Only the lines from the line containing "pinky mcp: (102, 152)" to the end of the records, both included, belong in the answer, copied exactly.

== RECORD SET ==

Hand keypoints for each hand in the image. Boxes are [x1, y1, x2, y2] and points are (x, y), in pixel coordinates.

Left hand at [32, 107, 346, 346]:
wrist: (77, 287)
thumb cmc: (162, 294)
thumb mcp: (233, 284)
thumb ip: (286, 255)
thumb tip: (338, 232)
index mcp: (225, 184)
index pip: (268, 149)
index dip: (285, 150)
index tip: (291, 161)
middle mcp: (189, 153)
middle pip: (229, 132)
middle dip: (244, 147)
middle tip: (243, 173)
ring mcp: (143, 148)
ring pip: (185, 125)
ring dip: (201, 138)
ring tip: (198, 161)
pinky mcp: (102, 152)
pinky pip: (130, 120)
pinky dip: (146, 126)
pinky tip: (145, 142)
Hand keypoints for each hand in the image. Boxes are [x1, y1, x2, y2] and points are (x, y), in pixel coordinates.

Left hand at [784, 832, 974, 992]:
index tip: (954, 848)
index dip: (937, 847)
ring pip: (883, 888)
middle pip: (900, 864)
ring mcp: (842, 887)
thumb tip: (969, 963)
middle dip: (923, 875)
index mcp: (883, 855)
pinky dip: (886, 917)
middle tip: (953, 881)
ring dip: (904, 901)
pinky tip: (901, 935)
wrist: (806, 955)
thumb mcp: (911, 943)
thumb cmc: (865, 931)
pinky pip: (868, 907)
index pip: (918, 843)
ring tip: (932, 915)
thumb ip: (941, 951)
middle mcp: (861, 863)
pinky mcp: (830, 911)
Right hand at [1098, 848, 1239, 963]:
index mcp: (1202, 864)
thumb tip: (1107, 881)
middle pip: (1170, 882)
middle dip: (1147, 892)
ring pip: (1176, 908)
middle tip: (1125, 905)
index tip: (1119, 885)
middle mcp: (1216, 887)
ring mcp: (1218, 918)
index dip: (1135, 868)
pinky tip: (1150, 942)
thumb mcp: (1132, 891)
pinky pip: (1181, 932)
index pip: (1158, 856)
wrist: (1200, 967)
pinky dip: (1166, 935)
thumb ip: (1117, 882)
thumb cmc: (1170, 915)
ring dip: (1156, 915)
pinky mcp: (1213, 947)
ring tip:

===

_OUTPUT OF THE TASK_.
pinky mcp: (102, 152)
pinky pip: (130, 120)
pinky dip: (146, 126)
pinky tip: (145, 142)
Hand keypoints for each hand in the image. Boxes are [x1, y1, x2, y2] and points are (x, y), in pixel coordinates.

Left hand at [784, 832, 974, 992]:
index tip: (954, 848)
index dip: (937, 847)
ring pip: (883, 888)
middle pip: (900, 864)
ring mcp: (842, 887)
thumb tip: (969, 963)
middle dip: (923, 875)
index mcp: (883, 855)
pinky dip: (886, 917)
middle tip: (953, 881)
ring dip: (904, 901)
pinky tip: (901, 935)
wrist: (806, 955)
thumb mcp: (911, 943)
thumb cmc: (865, 931)
pinky pip: (868, 907)
index pip: (918, 843)
ring tip: (932, 915)
thumb ip: (941, 951)
middle mcp: (861, 863)
pinky mcp: (830, 911)
Right hand at [1098, 848, 1239, 963]:
index mcp: (1202, 864)
thumb tip: (1107, 881)
middle pip: (1170, 882)
middle dip: (1147, 892)
ring pip: (1176, 908)
middle tip: (1125, 905)
index tip: (1119, 885)
middle mcp: (1216, 887)
ring mcp: (1218, 918)
index dip: (1135, 868)
pinky tip: (1150, 942)
thumb mcp: (1132, 891)
pinky pip: (1181, 932)
index pip: (1158, 856)
wrist: (1200, 967)
pinky dip: (1166, 935)
thumb ip: (1117, 882)
thumb cmc: (1170, 915)
ring dip: (1156, 915)
pinky mcp: (1213, 947)
ring tip:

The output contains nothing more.